In this notebook we will catalogue all the HSC and VISTA image information required for processing. The HSC image corners will be used to find the relevant VISTA images required for swarping to the HSC pixel base.

In [1]:
import glob

from astropy.table import Table, Column
from astropy.io import fits
from astropy.wcs import WCS

import matplotlib.pyplot as plt

import numpy as np
import time

import os

import hashlib
import yaml
import collections.abc

In [2]:
SUFFIX=time.strftime("%Y%m%d")
print(SUFFIX)

20200820


In [3]:

def data_loc(base=None):
    """Return data locations depending on machine used
    
    Returns
    -------
    str
        Full path to data repository
    """
    if base == None:
        cwd = os.getcwd()
        base = cwd.split('lsst-ir-fusion')[0] + 'lsst-ir-fusion/'
    
    
    overide = base + 'dmu0/data_local.yml'
    standard = base + 'dmu0/data_local_template.yml'
    print(overide)
    if os.path.exists(overide):
        data_loc = yaml.load(open(overide, 'rb'))
    else:
        data_loc = yaml.load(open(standard, 'rb'))
        for k, v in data_loc.items():
            #print(k,v)
            data_loc[k] = v.replace('BASE/', base)
    return data_loc
data_loc = data_loc()

/Users/rs548/GitHub/lsst-ir-fusion/dmu0/data_local.yml




In [4]:
RUN_HSC = False
RUN_VISTA = True
RESTART_VISTA = False
SURVEY = 'video'
RUN_PANSTARRS = False

In [5]:
data_loc

{'vista': '/Users/rs548/GitHub/lsst-ir-fusion/dmu0/dmu0_VISTA/',
 'video': '/Users/rs548/GitHub/lsst-ir-fusion/dmu0/dmu0_VISTA/dmu0_VIDEO/data/',
 'viking': '/Users/rs548/GitHub/lsst-ir-fusion/dmu0/dmu0_VISTA/dmu0_VIKING/data/',
 'vhs': '/Users/rs548/GitHub/lsst-ir-fusion/dmu0/dmu0_VISTA/dmu0_VHS/data/',
 'hsc': '/Users/rs548/GitHub/lsst-ir-fusion/dmu0/dmu0_HSC/data/',
 'panstarrs': '/Users/rs548/GitHub/lsst-ir-fusion/dmu0/dmu0_PanSTARRS/data/',
 'gaia': '/Users/rs548/GitHub/lsst-ir-fusion/dmu0/dmu0_GAIA/data/'}

## 1.1 HSC images
First lets look at the HSC images.

In [6]:
images = glob.glob(data_loc['hsc'] + "**/calexp*.fits", recursive=True)

In [7]:
meta = Table()
meta.add_column(Column(data=images, name="file"))

In [8]:
meta

file
str165
"/Users/rs548/GitHub/lsst-ir-fusion/dmu0/dmu0_HSC/data/hsc-release.mtk.nao.ac.jp/archive/filetree/pdr2_dud/deepCoadd-results/HSC-R/8524/3,5/calexp-HSC-R-8524-3,5.fits"


#### Critical imformation
From each image we need:

1. Corner pixels
2. File sizes
3. Checksums

In [9]:
def file_as_bytes(file):
    with file:
        return file.read()

test_hash = hashlib.md5(file_as_bytes(open(meta[0]['file'], 'rb'))).hexdigest()
print( test_hash)

1f85857f6fd6a9389ab8f7f09d8cb101


In [10]:
%%timeit
h = hashlib.md5(file_as_bytes(open(meta[0]['file'], 'rb'))).hexdigest()

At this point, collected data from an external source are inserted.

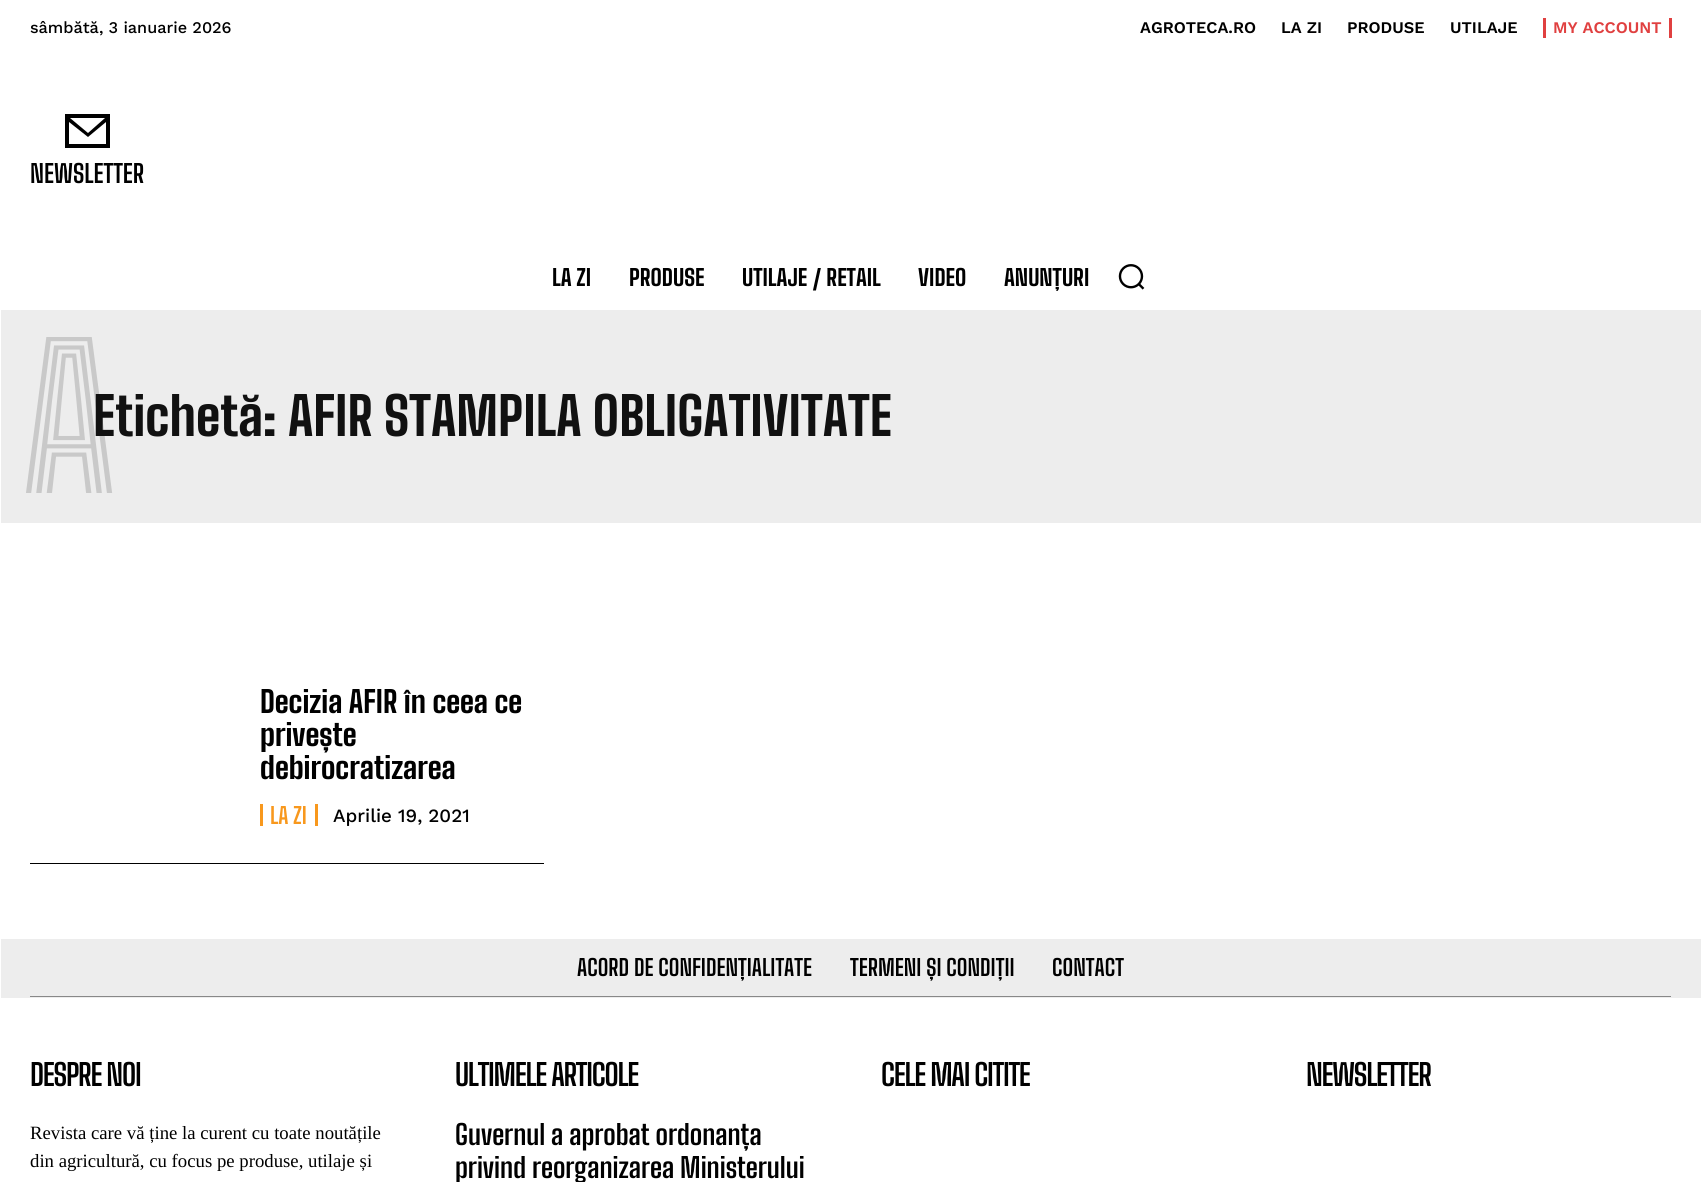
import math
import cairocffi as cairo

surface = cairo.ImageSurface(cairo.FORMAT_RGB24, 1701, 1182)
ctx = cairo.Context(surface)
options = cairo.FontOptions()
options.set_hint_metrics(cairo.HINT_METRICS_OFF)
options.set_hint_style(cairo.HINT_STYLE_NONE)
ctx.set_font_options(options)
ctx.set_miter_limit(4)


def rgb(r, g, b):
    ctx.set_source_rgb(r / 255, g / 255, b / 255)


def face(family, size, italic, bold):
    ctx.select_font_face(family, cairo.FONT_SLANT_ITALIC if italic else cairo.FONT_SLANT_NORMAL, cairo.FONT_WEIGHT_BOLD if bold else cairo.FONT_WEIGHT_NORMAL)
    ctx.set_font_size(size)


def label(x, y, s):
    ctx.move_to(x, y)
    ctx.show_text(s)


def tracked(x, y, s, letter, word):
    ctx.move_to(x, y)
    for ch in s:
        ctx.show_text(ch)
        ctx.rel_move_to(letter + word * (ch == ' '), 0)


def rect(x, y, w, h):
    ctx.rectangle(x, y, w, h)
    ctx.fill()


def image(path, x, y, w, h):
    ctx.save()
    ctx.set_source_surface(cairo.ImageSurface.create_from_png(path), x, y)
    ctx.rectangle(x, y, w, h)
    ctx.fill()
    ctx.restore()


rgb(255, 255, 255)
ctx.paint()
face('Work Sans Medium', 16.25, 0, 0)
rgb(0, 0, 0)
label(30, 33, 'sâmbătă, 3 ianuarie 2026')
face('Work Sans SemiBold', 16.25, 0, 0)
label(1140, 33, 'AGROTECA.RO')
label(1281, 33, 'LA ZI')
label(1347, 33, 'PRODUSE')
label(1450, 33, 'UTILAJE')
rgb(224, 64, 64)
rect(1669, 18, 3, 20)
rect(1543, 18, 3, 20)
label(1553, 33, 'MY ACCOUNT')
rgb(0, 0, 0)
ctx.new_path()
ctx.move_to(65, 114)
ctx.line_to(65, 148)
ctx.line_to(110, 148)
ctx.line_to(110, 114)
ctx.close_path()
ctx.move_to(105, 118)
ctx.line_to(88, 133)
ctx.line_to(70, 118)
ctx.close_path()
ctx.move_to(69, 144)
ctx.line_to(69, 122)
ctx.line_to(88, 137)
ctx.line_to(106, 122)
ctx.line_to(106, 144)
ctx.close_path()
ctx.fill()
face('Big Shoulders Text', 25, 0, 1)
label(30, 183, 'NEWSLETTER')
face('Big Shoulders Text ExtraBold', 22.5, 0, 0)
label(552, 286, 'LA ZI')
label(629, 286, 'PRODUSE')
label(742, 286, 'UTILAJE / RETAIL')
label(918, 286, 'VIDEO')
label(1004, 286, 'ANUNȚURI')
image('image0.png', 1118, 264, 27, 26)
rgb(237, 237, 237)
rect(1, 310, 1700, 213)
face('Big Shoulders Inline Text ExtraBold', 195, 0, 0)
rgb(201, 201, 201)
label(22, 493, 'A')
face('Big Shoulders Text ExtraBold', 52.5, 0, 0)
rgb(17, 17, 17)
label(93, 436, 'Etichetă: AFIR STAMPILA OBLIGATIVITATE')
rgb(0, 0, 0)
rect(30, 863, 514, 1)
face('Big Shoulders Text ExtraBold', 30, 0, 0)
label(260, 713, 'Decizia AFIR în ceea ce')
label(260, 746, 'privește')
label(260, 779, 'debirocratizarea')
rgb(248, 152, 29)
rect(315, 804, 3, 22)
rect(260, 804, 3, 22)
face('Big Shoulders Text', 22.5, 0, 1)
label(270, 824, 'LA ZI')
face('Work Sans Medium', 18.75, 0, 0)
rgb(0, 0, 0)
label(333, 822, 'Aprilie 19, 2021')
rgb(237, 237, 237)
rect(1, 939, 1700, 59)
rgb(136, 136, 136)
rect(30, 996, 1641, 1)
face('Big Shoulders Text', 22.5, 0, 1)
rgb(0, 0, 0)
label(577, 976, 'ACORD DE CONFIDENȚIALITATE')
label(850, 976, 'TERMENI ȘI CONDIȚII')
label(1052, 976, 'CONTACT')
face('Big Shoulders Text', 30, 0, 1)
tracked(30, 1086, 'DESPRE NOI', -1.25, 0)
face('Liberation Serif', 18.75, 0, 0)
label(30, 1139, 'Revista care vă ține la curent cu toate noutățile')
label(30, 1167, 'din agricultură, cu focus pe produse, utilaje și')
face('Big Shoulders Text', 30, 0, 1)
tracked(455, 1086, 'ULTIMELE ARTICOLE', -1.25, 0)
face('Big Shoulders Text', 27.5, 0, 1)
label(455, 1145, 'Guvernul a aprobat ordonanța')
label(455, 1178, 'privind reorganizarea Ministerului')
face('Big Shoulders Text', 30, 0, 1)
tracked(881, 1086, 'CELE MAI CITITE', -1.25, 0)
tracked(1306, 1086, 'NEWSLETTER', -1.25, 0)
surface.write_to_png('render.png')
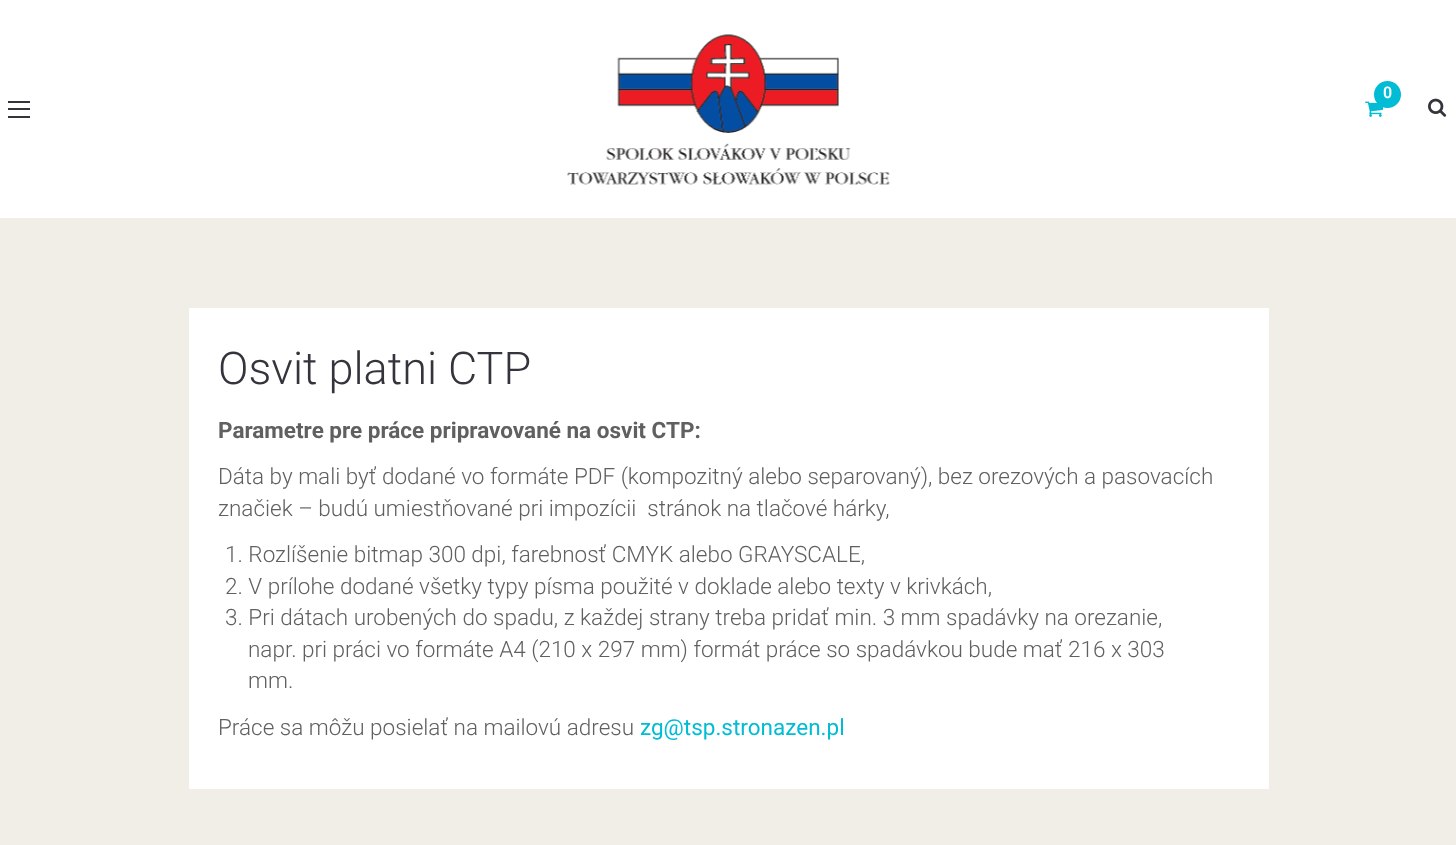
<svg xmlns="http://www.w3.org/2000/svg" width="1456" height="845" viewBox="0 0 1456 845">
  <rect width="100%" height="100%" fill="#ffffff"/>
  <image x="567" y="34" width="323" height="151" href="img1.png"/>
  <image x="1365" y="101" width="19" height="16" href="img2.png"/>
  <circle cx="1387.5" cy="94.5" r="13.5" fill="#00bcd4"/>
  <text x="1383" y="98" font-family="Roboto" font-size="16" font-weight="600" fill="#ffffff">0</text>
  <image x="1428" y="98" width="19" height="19" href="img3.png"/>
  <rect x="8" y="116" width="22" height="2" fill="#34343c"/>
  <rect x="8" y="101" width="22" height="2" fill="#34343c"/>
  <rect x="8" y="108" width="22" height="2" fill="#34343c"/>
  <rect x="0" y="218" width="1456" height="627" fill="#f0eee6"/>
  <rect x="189" y="308" width="1080" height="481" fill="#ffffff"/>
  <text x="218" y="384" font-family="Roboto" font-size="45" font-weight="300" fill="#34343c">Osvit platni CTP</text>
  <text x="218" y="438" font-family="Roboto" font-size="22.5" font-weight="bold" fill="#606060">Parametre pre práce pripravované na osvit CTP:</text>
  <text x="218" y="484" font-family="Roboto" font-size="22.5" font-weight="300" fill="#606060">Dáta by mali byť dodané vo formáte PDF (kompozitný alebo separovaný), bez orezových a pasovacích</text>
  <text x="218" y="516" font-family="Roboto" font-size="22.5" font-weight="300" fill="#606060" xml:space="preserve">značiek – budú umiestňované pri impozícii  stránok na tlačové hárky,</text>
  <text x="225" y="562" font-family="Roboto" font-size="22.5" font-weight="300" fill="#606060">1. Rozlíšenie bitmap 300 dpi, farebnosť CMYK alebo GRAYSCALE,</text>
  <text x="225" y="594" font-family="Roboto" font-size="22.5" font-weight="300" fill="#606060">2. V prílohe dodané všetky typy písma použité v doklade alebo texty v krivkách,</text>
  <text x="225" y="625" font-family="Roboto" font-size="22.5" font-weight="300" fill="#606060">3. Pri dátach urobených do spadu, z každej strany treba pridať min. 3 mm spadávky na orezanie,</text>
  <text x="248" y="657" font-family="Roboto" font-size="22.5" font-weight="300" fill="#606060">napr. pri práci vo formáte A4 (210 x 297 mm) formát práce so spadávkou bude mať 216 x 303</text>
  <text x="248" y="688" font-family="Roboto" font-size="22.5" font-weight="300" fill="#606060">mm.</text>
  <text x="218" y="735" font-family="Roboto" font-size="22.5" font-weight="300" fill="#606060">Práce sa môžu posielať na mailovú adresu</text>
  <text x="640" y="735" font-family="Roboto" font-size="22.5" fill="#00bcd4">zg@tsp.stronazen.pl</text>
</svg>
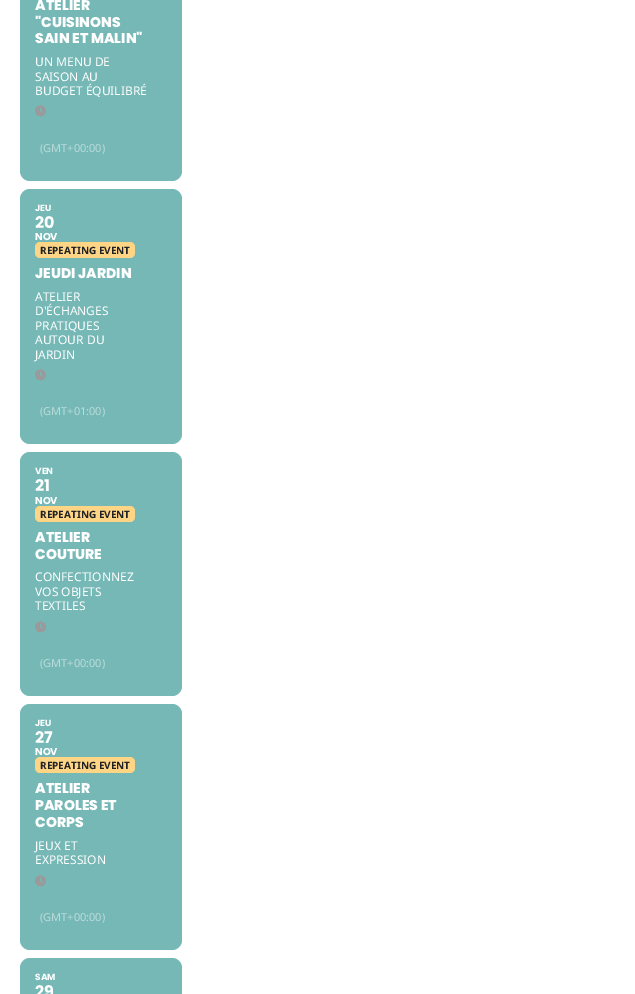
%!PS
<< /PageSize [635 994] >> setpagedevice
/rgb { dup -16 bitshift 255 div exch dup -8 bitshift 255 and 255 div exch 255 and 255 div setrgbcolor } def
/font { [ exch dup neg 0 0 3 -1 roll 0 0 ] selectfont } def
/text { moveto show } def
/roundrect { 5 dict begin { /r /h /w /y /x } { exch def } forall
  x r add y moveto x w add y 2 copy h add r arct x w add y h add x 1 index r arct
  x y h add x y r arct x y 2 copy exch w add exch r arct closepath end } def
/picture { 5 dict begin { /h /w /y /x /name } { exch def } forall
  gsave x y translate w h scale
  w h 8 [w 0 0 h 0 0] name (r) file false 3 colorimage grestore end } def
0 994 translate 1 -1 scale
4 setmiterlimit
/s1 { /Poppins-ExtraBold 14 font 16#FFFFFF rgb } def
/s2 { /NotoSans-Regular 12 font 16#FFFFFF rgb } def
/s3 { /NotoSans-Regular 11 font 16#BADCDB rgb } def
/s4 { /Poppins-Bold 9 font 16#FFFFFF rgb } def
/s5 { /Poppins-Bold 16 font 16#FFFFFF rgb } def
/s6 { /Poppins-Bold 10 font 16#FFFFFF rgb } def
/s7 { /NotoSans-Bold 10 font 16#202124 rgb } def
16#FFFFFF rgb
0 0 635 994 rectfill
16#75B8B6 rgb
20 -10 162 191 10 roundrect fill
s1
(ATELIER) 35 10 text
("CUISINONS) 35 27 text
(SAIN ET MALIN") 35 43 text
s2
(UN MENU DE) 35 66 text
(SAISON AU) 35 81 text
(BUDGET ÉQUILIBRÉ) 35 95 text
(pic1.raw) 35 105 11 12 picture
s3
(\(GMT+00:00\)) 40 152 text
16#75B8B6 rgb
20 189 162 255 10 roundrect fill
s4
(JEU) 35 211 text
s5
(20) 35 228 text
s6
(NOV) 35 240 text
16#FED584 rgb
35 242 100 16 5 roundrect fill
s7
(REPEATING EVENT) 40 254 text
s1
(JEUDI JARDIN) 35 278 text
s2
(ATELIER) 35 301 text
(D'ÉCHANGES) 35 315 text
(PRATIQUES) 35 330 text
(AUTOUR DU) 35 344 text
(JARDIN) 35 359 text
(pic1.raw) 35 369 11 12 picture
s3
(\(GMT+01:00\)) 40 415 text
16#75B8B6 rgb
20 452 162 244 10 roundrect fill
s4
(VEN) 35 474 text
s5
(21) 35 491 text
s6
(NOV) 35 504 text
16#FED584 rgb
35 506 100 16 5 roundrect fill
s7
(REPEATING EVENT) 40 518 text
s1
(ATELIER) 35 542 text
(COUTURE) 35 559 text
s2
(CONFECTIONNEZ) 35 581 text
(VOS OBJETS) 35 596 text
(TEXTILES) 35 610 text
(pic1.raw) 35 621 11 12 picture
s3
(\(GMT+00:00\)) 40 667 text
16#75B8B6 rgb
20 704 162 246 10 roundrect fill
s4
(JEU) 35 726 text
s5
(27) 35 743 text
s6
(NOV) 35 755 text
16#FED584 rgb
35 757 100 16 5 roundrect fill
s7
(REPEATING EVENT) 40 769 text
s1
(ATELIER) 35 793 text
(PAROLES ET) 35 810 text
(CORPS) 35 827 text
s2
(JEUX ET) 35 850 text
(EXPRESSION) 35 864 text
(pic1.raw) 35 875 11 12 picture
s3
(\(GMT+00:00\)) 40 921 text
16#75B8B6 rgb
20 958 162 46 10 roundrect fill
s4
(SAM) 35 980 text
s5
(29) 35 997 text
showpage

253 ms ± 5.83 ms per loop (mean ± std. dev. of 7 runs, 1 loop each)


In [11]:
print(str(round((150000*0.5)/(60*60))) + ' hours')

21 hours


### 1.2.2 Run on all images
Now lets loop over all the images

In [12]:
meta.add_column(Column(data=np.full(len(meta),  np.nan), name='ra_0_0'))
meta.add_column(Column(data=np.full(len(meta),  np.nan), name='ra_0_y'))
meta.add_column(Column(data=np.full(len(meta),  np.nan), name='ra_x_0'))
meta.add_column(Column(data=np.full(len(meta),  np.nan), name='ra_x_y'))
meta.add_column(Column(data=np.full(len(meta),  np.nan), name='dec_0_0'))
meta.add_column(Column(data=np.full(len(meta),  np.nan), name='dec_0_y'))
meta.add_column(Column(data=np.full(len(meta),  np.nan), name='dec_x_0'))
meta.add_column(Column(data=np.full(len(meta),  np.nan), name='dec_x_y'))
meta.add_column(Column(data=np.full(len(meta),  0), name='size'))
meta.add_column(Column(data=np.full(len(meta),  ''), name='hash', dtype='S{}'.format(len(test_hash))))

In [13]:

for im in meta:
    if not RUN_HSC:
        break
    file = im["file"]
    #print(file)
    hdu = fits.open(file)
    wcs = WCS(hdu[1].header)
    ra, dec = wcs.all_pix2world([0,0,hdu[1].header['NAXIS1'],hdu[1].header['NAXIS1']], 
                            [0,hdu[1].header['NAXIS2'],0,hdu[1].header['NAXIS2']], 1) 
    im['ra_0_0'] = ra[0]
    im['ra_0_y'] = ra[1]
    im['ra_x_0'] = ra[2]
    im['ra_x_y'] = ra[3]
    im['dec_0_0'] = dec[0]
    im['dec_0_y'] = dec[1]
    im['dec_x_0'] = dec[2]
    im['dec_x_y'] = dec[3]   
    im['size'] =  os.stat(im['file']).st_size
    im['hash'] = hashlib.md5(file_as_bytes(open(im['file'], 'rb'))).hexdigest()

In [14]:
meta[:10].show_in_notebook()

idx,file,ra_0_0,ra_0_y,ra_x_0,ra_x_y,dec_0_0,dec_0_y,dec_x_0,dec_x_y,size,hash
0,"/Users/rs548/GitHub/lsst-ir-fusion/dmu0/dmu0_HSC/data/hsc-release.mtk.nao.ac.jp/archive/filetree/pdr2_dud/deepCoadd-results/HSC-R/8524/3,5/calexp-HSC-R-8524-3,5.fits",,,,,,,,,0,


In [15]:
if RUN_HSC:
    meta.write('./data/hsc_images_overview_{}.csv'.format(SUFFIX), overwrite=True)

## 1.2 VISTA images

Now lets investigate the VISTA images.

In [16]:
v_files = glob.glob(data_loc[SURVEY] + "/**/*.fit", recursive=True)

In [17]:
v_meta = Table()
v_meta.add_column(Column(data=v_files, name="file"))

In [18]:
v_meta.add_column(Column(data=np.full(len(v_meta),  np.nan), name='ra'))
v_meta.add_column(Column(data=np.full(len(v_meta),  np.nan), name='dec'))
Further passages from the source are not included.